O texto aprovado manteve a idade mínima de 14 anos para a formação de atletas, uma vitória para aqueles que lutam contra a exploração infanto-juvenil.
A comissão especial da Câmara dos Deputados que analisa mudanças na chamada Lei Pelé (9.615/98) aprovou, no último dia 15 de abril, o substitutivo apresentado pelo relator, deputado federal José Rocha (PR-BA), ao Projeto de Lei 5186/05, do Poder Executivo. Graças à intensa movimentação da sociedade civil, da qual o FNPETI fez parte, o texto aprovado manteve a idade mínima de 14 anos para a formação de atletas, uma vitória para aqueles que lutam contra a exploração infanto-juvenil.

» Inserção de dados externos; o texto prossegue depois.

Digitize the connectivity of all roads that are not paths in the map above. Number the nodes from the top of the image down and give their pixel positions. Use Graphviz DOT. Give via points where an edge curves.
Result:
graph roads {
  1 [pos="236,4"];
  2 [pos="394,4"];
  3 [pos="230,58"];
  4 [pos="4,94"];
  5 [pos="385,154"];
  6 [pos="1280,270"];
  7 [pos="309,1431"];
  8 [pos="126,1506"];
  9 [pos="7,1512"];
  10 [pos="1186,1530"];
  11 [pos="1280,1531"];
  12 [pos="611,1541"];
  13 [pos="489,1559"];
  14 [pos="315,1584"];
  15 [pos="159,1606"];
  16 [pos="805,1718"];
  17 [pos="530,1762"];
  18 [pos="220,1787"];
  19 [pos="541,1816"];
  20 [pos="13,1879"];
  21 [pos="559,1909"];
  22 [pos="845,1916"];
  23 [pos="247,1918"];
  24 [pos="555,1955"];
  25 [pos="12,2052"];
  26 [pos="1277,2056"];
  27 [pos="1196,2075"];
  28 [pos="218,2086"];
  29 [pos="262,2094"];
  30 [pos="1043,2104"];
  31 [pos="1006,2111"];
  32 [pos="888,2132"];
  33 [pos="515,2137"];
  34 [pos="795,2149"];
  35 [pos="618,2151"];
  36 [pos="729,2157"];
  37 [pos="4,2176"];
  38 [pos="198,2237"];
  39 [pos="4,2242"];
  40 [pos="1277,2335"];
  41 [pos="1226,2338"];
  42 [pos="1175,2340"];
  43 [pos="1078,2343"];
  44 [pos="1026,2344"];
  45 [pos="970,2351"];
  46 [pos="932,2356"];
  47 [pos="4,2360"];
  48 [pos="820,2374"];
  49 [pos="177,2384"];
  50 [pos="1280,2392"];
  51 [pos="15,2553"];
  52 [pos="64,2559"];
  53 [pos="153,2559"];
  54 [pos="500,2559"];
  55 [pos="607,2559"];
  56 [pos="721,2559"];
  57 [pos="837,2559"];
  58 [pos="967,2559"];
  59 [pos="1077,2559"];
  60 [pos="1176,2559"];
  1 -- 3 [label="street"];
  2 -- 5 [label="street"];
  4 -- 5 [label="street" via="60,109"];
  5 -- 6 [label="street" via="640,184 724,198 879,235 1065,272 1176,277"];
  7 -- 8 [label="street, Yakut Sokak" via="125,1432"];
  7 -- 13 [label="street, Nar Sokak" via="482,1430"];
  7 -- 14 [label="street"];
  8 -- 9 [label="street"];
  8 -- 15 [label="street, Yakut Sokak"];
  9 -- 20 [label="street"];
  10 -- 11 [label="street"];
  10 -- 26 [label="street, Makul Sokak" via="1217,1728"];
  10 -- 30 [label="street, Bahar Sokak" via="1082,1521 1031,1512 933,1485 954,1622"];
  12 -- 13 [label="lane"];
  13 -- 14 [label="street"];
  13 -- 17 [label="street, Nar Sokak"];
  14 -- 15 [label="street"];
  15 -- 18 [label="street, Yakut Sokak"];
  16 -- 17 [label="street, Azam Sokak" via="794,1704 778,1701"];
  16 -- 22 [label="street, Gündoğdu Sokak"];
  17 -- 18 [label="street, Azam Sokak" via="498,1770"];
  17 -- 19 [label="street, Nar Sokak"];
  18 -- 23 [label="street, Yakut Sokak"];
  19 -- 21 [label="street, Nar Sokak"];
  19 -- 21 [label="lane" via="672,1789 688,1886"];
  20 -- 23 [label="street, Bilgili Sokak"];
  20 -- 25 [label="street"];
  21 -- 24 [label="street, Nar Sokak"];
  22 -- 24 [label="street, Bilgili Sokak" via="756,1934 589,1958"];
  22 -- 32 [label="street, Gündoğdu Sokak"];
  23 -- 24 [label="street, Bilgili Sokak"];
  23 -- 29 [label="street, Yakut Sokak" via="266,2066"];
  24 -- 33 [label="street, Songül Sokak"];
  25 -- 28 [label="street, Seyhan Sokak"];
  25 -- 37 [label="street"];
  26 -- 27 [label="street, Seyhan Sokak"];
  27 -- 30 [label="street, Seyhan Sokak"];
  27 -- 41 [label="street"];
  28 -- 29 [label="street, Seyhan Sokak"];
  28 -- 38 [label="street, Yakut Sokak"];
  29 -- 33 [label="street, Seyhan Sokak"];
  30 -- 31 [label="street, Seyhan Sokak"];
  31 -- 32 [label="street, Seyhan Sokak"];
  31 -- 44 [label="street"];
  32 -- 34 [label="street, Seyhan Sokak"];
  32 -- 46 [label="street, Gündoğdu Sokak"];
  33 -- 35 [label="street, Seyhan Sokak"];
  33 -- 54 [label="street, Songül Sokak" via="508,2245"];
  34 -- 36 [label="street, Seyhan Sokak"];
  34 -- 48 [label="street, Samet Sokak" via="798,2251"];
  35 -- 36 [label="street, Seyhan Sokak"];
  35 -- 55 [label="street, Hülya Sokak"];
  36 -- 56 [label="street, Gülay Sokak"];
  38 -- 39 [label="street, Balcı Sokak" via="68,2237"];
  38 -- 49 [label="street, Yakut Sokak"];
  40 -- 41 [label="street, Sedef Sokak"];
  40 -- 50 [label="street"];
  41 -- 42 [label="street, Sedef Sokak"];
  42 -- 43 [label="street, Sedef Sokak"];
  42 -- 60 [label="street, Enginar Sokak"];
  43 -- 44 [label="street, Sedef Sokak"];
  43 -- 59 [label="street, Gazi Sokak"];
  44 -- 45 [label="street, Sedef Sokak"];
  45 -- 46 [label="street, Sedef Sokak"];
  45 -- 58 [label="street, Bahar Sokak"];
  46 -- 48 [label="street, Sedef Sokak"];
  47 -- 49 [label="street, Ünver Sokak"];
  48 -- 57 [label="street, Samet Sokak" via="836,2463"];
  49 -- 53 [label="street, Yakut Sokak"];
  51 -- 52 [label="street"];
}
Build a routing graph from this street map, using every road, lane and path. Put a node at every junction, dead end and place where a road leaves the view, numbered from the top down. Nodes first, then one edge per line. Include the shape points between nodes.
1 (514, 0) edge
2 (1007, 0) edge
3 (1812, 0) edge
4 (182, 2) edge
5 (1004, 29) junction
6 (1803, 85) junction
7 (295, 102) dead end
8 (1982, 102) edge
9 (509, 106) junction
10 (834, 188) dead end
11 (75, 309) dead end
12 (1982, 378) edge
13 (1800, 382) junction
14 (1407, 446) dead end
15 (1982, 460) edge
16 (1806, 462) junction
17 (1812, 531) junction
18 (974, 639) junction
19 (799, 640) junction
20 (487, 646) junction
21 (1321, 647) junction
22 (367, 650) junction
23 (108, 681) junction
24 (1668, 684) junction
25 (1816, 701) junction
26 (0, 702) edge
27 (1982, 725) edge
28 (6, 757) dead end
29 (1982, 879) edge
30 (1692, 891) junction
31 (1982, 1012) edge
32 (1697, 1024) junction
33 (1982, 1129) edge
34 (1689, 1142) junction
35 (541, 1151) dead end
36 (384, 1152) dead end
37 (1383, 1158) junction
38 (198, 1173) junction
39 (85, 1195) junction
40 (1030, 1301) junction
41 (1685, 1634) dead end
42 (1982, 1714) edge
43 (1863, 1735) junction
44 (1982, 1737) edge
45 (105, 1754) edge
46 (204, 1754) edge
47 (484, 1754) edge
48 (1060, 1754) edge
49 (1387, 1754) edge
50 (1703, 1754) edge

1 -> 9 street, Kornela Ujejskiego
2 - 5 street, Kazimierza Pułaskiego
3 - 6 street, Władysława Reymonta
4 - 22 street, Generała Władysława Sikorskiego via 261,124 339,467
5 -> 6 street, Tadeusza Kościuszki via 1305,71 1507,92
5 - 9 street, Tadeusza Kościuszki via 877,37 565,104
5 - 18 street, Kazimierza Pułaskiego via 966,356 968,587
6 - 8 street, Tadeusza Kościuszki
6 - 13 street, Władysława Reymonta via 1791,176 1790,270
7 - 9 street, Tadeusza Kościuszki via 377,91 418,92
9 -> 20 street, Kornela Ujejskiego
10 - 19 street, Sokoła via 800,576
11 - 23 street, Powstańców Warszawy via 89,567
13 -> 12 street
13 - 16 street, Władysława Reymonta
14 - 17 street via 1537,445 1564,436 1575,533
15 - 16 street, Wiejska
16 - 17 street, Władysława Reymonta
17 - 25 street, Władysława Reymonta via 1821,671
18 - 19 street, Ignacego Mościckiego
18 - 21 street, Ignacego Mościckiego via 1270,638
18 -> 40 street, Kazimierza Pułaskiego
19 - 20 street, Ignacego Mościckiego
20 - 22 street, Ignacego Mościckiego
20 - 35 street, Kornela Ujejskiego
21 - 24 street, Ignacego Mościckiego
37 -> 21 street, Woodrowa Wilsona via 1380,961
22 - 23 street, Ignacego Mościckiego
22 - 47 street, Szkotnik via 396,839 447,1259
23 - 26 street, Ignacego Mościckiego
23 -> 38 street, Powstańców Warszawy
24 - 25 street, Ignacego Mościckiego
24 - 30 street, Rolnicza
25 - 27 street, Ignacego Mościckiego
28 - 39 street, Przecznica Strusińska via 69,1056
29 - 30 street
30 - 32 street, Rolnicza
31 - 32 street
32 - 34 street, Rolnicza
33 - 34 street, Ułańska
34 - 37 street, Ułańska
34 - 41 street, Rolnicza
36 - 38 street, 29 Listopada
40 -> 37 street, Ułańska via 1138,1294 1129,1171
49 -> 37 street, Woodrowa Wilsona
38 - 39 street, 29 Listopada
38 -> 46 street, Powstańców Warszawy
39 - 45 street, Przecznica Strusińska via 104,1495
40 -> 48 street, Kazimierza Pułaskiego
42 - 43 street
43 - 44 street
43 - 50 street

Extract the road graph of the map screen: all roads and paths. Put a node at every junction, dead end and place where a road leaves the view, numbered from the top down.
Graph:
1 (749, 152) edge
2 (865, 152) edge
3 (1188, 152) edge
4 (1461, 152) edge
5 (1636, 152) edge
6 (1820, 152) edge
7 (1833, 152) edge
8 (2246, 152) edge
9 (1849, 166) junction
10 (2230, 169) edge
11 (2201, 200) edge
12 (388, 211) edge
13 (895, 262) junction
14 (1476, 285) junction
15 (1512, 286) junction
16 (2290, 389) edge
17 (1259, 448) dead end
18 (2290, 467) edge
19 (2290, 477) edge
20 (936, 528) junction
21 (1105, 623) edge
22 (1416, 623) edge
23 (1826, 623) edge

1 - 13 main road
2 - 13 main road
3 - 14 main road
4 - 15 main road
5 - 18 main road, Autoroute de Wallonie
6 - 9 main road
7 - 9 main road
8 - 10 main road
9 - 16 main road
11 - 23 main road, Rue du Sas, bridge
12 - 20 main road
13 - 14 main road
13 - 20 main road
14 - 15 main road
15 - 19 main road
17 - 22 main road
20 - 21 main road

O texto trata de vários temas ligados ao esporte, como o direito de uso de imagem dos atletas, o direito dos clubes de receber percentual sobre transferências de atletas formados por eles, as regras para a participação de empresários nos contratos de atletas e o direito dos clubes de negociar a transmissão de eventos. O substitutivo segue agora para análise pelo Plenário da Câmara.
A idade mínima para a formação de atletas será mantida em 14 anos, como já prevê a Lei Pelé, e não mais será reduzida para 12 anos, como constava da primeira versão do substitutivo. Com isso, é garantido mais tempo para a formação educacional do futuro atleta.
O FNPETI mantém a articulação com outros atores sociais a fim de assegurar a aprovação da matéria no Plenário da Câmara sem alterações na idade mínima. E também trabalha para incluir na nova legislação mecanismos que protejam os atletas em formação.